* Directions *
Exactly as written, please repeat the data that follows, but not the pictures.

* Data records *

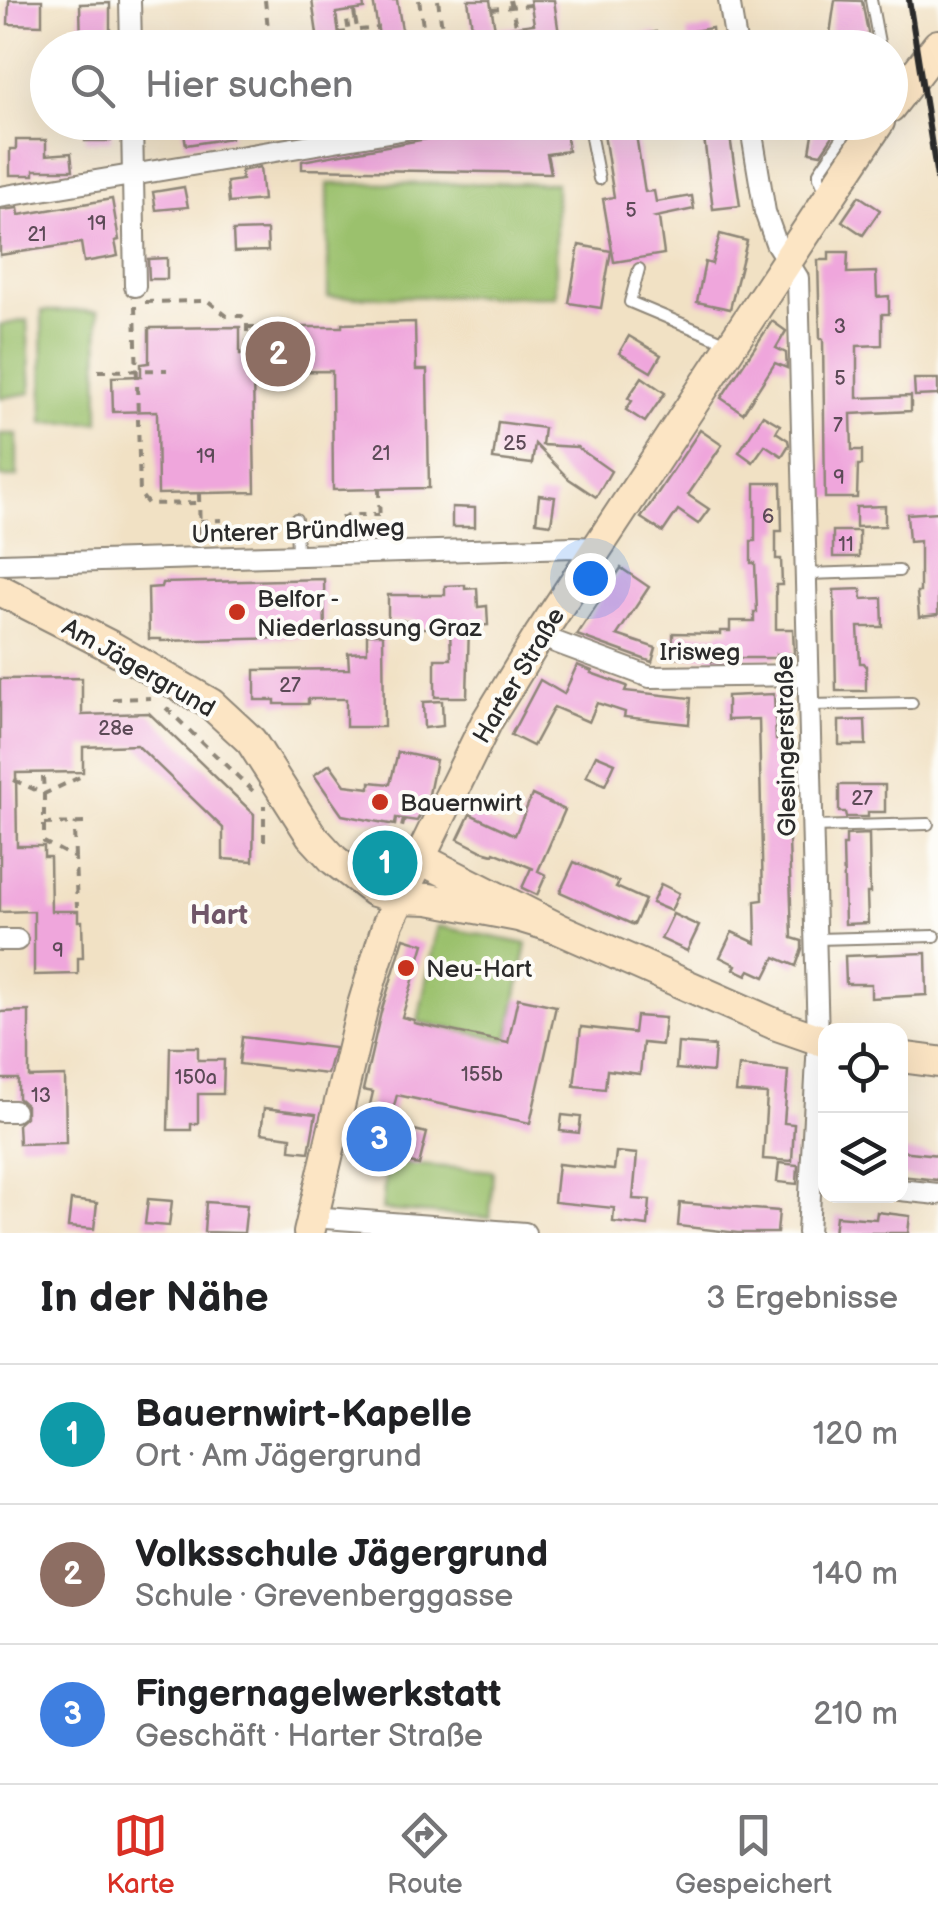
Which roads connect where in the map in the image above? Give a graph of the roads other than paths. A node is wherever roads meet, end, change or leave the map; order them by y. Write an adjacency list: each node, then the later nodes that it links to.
1 (130, 0): 4 (street)
2 (729, 0): 5 (street)
3 (871, 0): 6 (lane)
4 (131, 30)
5 (734, 30)
6 (877, 30)
7 (938, 45): 8 (main road)
8 (908, 84)
9 (132, 140): 15 (street)
10 (341, 140): 15 (street)
11 (591, 140): 16 (lane)
12 (753, 140): 19 (street, Glesingerstraße)
13 (841, 140): 18 (lane)
14 (867, 140): 18 (main road, Harter Straße)
15 (132, 175): 17 (street); 21 (street)
16 (599, 179)
17 (0, 196)
18 (829, 198): 19 (main road, Harter Straße)
19 (788, 260): 22 (main road, Harter Straße); 28 (street, Glesingerstraße)
20 (640, 270): 22 (lane)
21 (135, 286)
22 (731, 345): 24 (main road, Harter Straße)
23 (296, 519): 25 (lane)
24 (598, 548): 25 (street, Unterer Bründlweg); 30 (main road, Harter Straße)
25 (297, 555): 26 (street, Unterer Bründlweg)
26 (0, 564)
27 (899, 571): 28 (lane)
28 (806, 574): 31 (street, Glesingerstraße)
29 (0, 590): 37 (main road, Am Jägergrund)
30 (539, 636): 31 (street, Irisweg); 36 (main road, Harter Straße)
31 (808, 675): 33 (street, Glesingerstraße)
32 (912, 702): 33 (lane)
33 (809, 705): 35 (street, Glesingerstraße)
34 (928, 824): 35 (lane)
35 (812, 827): 40 (street, Glesingerstraße)
36 (421, 859): 37 (main road, Harter Straße); 38 (main road, Am Jägergrund)
37 (400, 898): 38 (main road, Am Jägergrund); 48 (main road, Harter Straße)
38 (558, 928): 42 (main road, Am Jägergrund)
39 (935, 936): 40 (lane)
40 (815, 939): 41 (street, Glesingerstraße)
41 (821, 1023)
42 (818, 1040)
43 (908, 1058): 44 (main road)
44 (938, 1062)
45 (818, 1186): 50 (street, Glesingerstraße)
46 (908, 1191): 47 (street)
47 (938, 1194)
48 (310, 1225): 49 (street)
49 (526, 1233)
50 (808, 1233)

* Task output *
Which roads connect where in the map in the image above? Give a graph of the roads other than paths. A node is wherever roads meet, end, change or leave the map; order them by y. Write an adjacency list: each node, then the later nodes that it links to.
1 (130, 0): 4 (street)
2 (729, 0): 5 (street)
3 (871, 0): 6 (lane)
4 (131, 30)
5 (734, 30)
6 (877, 30)
7 (938, 45): 8 (main road)
8 (908, 84)
9 (132, 140): 15 (street)
10 (341, 140): 15 (street)
11 (591, 140): 16 (lane)
12 (753, 140): 19 (street, Glesingerstraße)
13 (841, 140): 18 (lane)
14 (867, 140): 18 (main road, Harter Straße)
15 (132, 175): 17 (street); 21 (street)
16 (599, 179)
17 (0, 196)
18 (829, 198): 19 (main road, Harter Straße)
19 (788, 260): 22 (main road, Harter Straße); 28 (street, Glesingerstraße)
20 (640, 270): 22 (lane)
21 (135, 286)
22 (731, 345): 24 (main road, Harter Straße)
23 (296, 519): 25 (lane)
24 (598, 548): 25 (street, Unterer Bründlweg); 30 (main road, Harter Straße)
25 (297, 555): 26 (street, Unterer Bründlweg)
26 (0, 564)
27 (899, 571): 28 (lane)
28 (806, 574): 31 (street, Glesingerstraße)
29 (0, 590): 37 (main road, Am Jägergrund)
30 (539, 636): 31 (street, Irisweg); 36 (main road, Harter Straße)
31 (808, 675): 33 (street, Glesingerstraße)
32 (912, 702): 33 (lane)
33 (809, 705): 35 (street, Glesingerstraße)
34 (928, 824): 35 (lane)
35 (812, 827): 40 (street, Glesingerstraße)
36 (421, 859): 37 (main road, Harter Straße); 38 (main road, Am Jägergrund)
37 (400, 898): 38 (main road, Am Jägergrund); 48 (main road, Harter Straße)
38 (558, 928): 42 (main road, Am Jägergrund)
39 (935, 936): 40 (lane)
40 (815, 939): 41 (street, Glesingerstraße)
41 (821, 1023)
42 (818, 1040)
43 (908, 1058): 44 (main road)
44 (938, 1062)
45 (818, 1186): 50 (street, Glesingerstraße)
46 (908, 1191): 47 (street)
47 (938, 1194)
48 (310, 1225): 49 (street)
49 (526, 1233)
50 (808, 1233)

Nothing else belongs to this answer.